Water vapor primarily enters the upper atmosphere in the tropics, where the coldest temperatures prevail at the boundary between the lower and upper atmosphere, controlling the amount of water vapor that escapes from the wetter, lower atmosphere. In the upper atmosphere, the abundance of water vapor is a few parts per million. Methane oxidation also produces water vapor in the upper atmosphere, and volcanic eruptions, large wildfires, and overshooting convection typically inject relatively small amounts of water vapor into the upper atmosphere.
Under clear skies, upper atmospheric water vapor absorbs more than half of outgoing longwave radiation. Even small changes in its abundance have a significant impact on surface temperatures and induce decadal variability in greenhouse gas forcing. GML’s long-term upper atmospheric water vapor records offer insight into interhemispheric differences in atmospheric dynamics and sources of water vapor.
Time series of upper atmospheric water vapor mixing ratio over Lauder, New Zealand since 2004 and Boulder, Colorado since 1980, separated by altitude. Vertical dashed lines show notable volcanic and wildfire events.
The Lauder record, compared with the 45-year record from Boulder, Colorado, shows little variability between 2004 and 2021. Since then, a large increase in water vapor over southern hemisphere midlatitudes has been observed, attributed primarily to the underwater Hunga Tonga–Hunga Haʻapai volcanic eruption (2022).
Both the Lauder and Boulder records have been critical for the validation of water vapor retrievals from satellites and for identifying drift in satellite retrievals.
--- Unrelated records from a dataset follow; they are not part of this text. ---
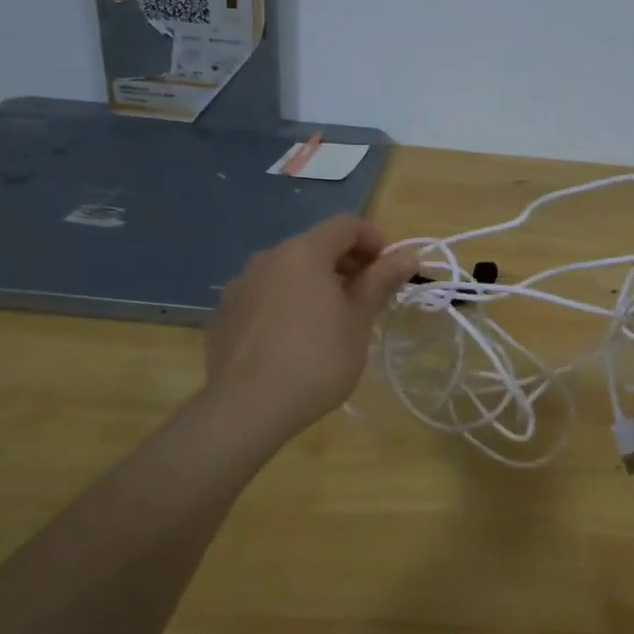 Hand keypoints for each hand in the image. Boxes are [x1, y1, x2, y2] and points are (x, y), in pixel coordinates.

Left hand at [203, 213, 421, 447]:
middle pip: (316, 245)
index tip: (389, 271)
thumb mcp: (358, 321)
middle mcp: (268, 258)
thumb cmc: (316, 360)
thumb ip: (380, 282)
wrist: (246, 408)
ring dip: (316, 284)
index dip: (375, 240)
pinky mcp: (226, 314)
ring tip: (332, 321)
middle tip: (367, 299)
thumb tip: (407, 257)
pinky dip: (288, 302)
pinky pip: (266, 295)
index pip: (346, 225)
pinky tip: (295, 340)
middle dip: (347, 264)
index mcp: (303, 252)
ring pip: (289, 271)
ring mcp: (241, 285) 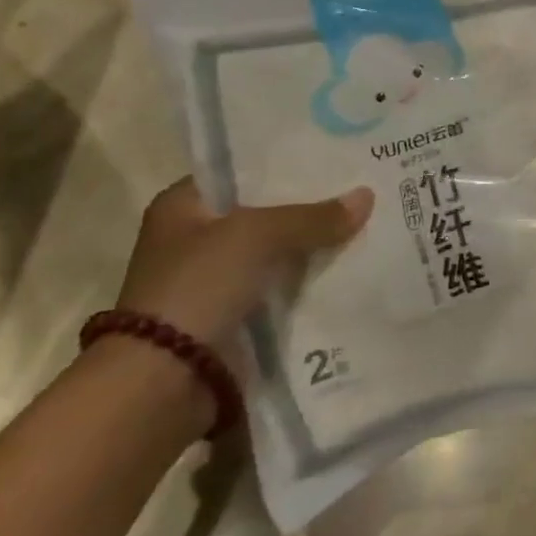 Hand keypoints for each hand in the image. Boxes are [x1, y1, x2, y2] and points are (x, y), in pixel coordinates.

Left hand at [116, 178, 374, 351]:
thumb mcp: (258, 235)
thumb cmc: (199, 285)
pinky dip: (311, 282)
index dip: (286, 163)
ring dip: (314, 246)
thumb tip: (366, 196)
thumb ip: (313, 216)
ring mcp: (215, 281)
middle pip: (265, 213)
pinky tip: (352, 266)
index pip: (242, 171)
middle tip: (361, 188)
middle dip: (310, 206)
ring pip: (278, 252)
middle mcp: (195, 239)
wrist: (166, 378)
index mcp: (181, 206)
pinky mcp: (235, 316)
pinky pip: (283, 288)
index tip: (333, 158)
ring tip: (369, 223) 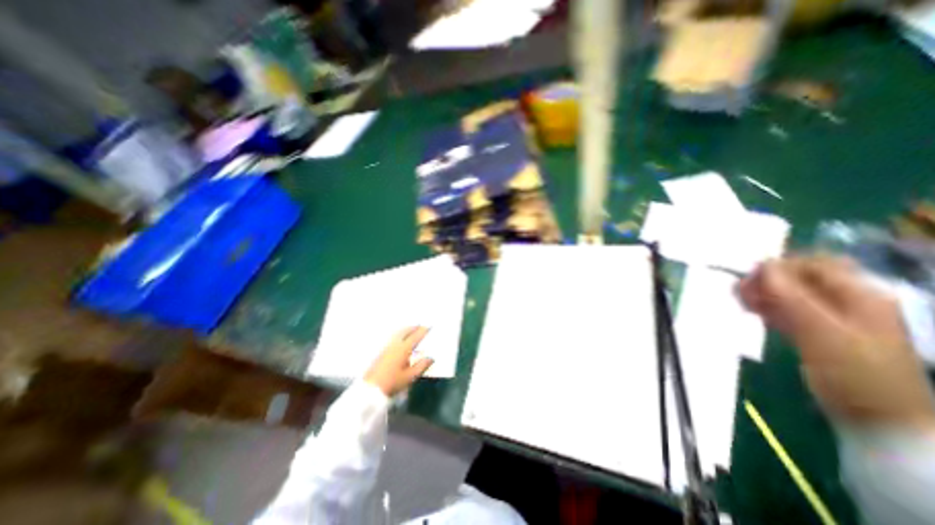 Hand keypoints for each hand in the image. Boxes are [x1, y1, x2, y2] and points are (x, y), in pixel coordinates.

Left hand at [365, 325, 437, 396]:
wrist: (370, 389)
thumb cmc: (392, 383)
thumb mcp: (410, 377)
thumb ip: (421, 366)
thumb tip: (431, 358)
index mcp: (404, 349)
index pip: (415, 336)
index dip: (423, 331)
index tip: (429, 326)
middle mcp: (395, 344)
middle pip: (405, 331)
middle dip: (414, 327)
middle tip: (420, 326)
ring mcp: (387, 346)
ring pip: (398, 333)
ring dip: (406, 329)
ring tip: (411, 329)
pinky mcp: (381, 350)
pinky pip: (393, 337)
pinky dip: (399, 334)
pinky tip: (400, 338)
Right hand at [738, 254, 934, 430]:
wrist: (876, 419)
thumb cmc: (853, 372)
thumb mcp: (819, 330)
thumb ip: (790, 295)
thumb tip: (762, 265)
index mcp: (859, 295)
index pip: (814, 263)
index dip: (779, 266)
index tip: (749, 278)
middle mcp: (846, 301)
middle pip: (799, 277)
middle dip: (767, 280)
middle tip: (740, 292)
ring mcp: (831, 317)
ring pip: (790, 293)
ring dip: (763, 293)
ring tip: (741, 302)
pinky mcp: (817, 332)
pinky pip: (788, 309)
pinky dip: (768, 307)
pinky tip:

GML's water vapor measurements in New Zealand are supported by NOAA’s U.S. Global Climate Observing System (GCOS) Program and NASA's Upper Atmospheric Research Program (UACO). Over the past 20 years, many scientists from NIWA have launched the NOAA FPH instruments on balloons including; Graeme Strang, Sonia Petrie, Alan Thomas, Hamish Chisholm, Michael Kotkamp, Richard Querel, Wills Dobson, and Penny Smale. Without their significant contributions, this record would not be possible.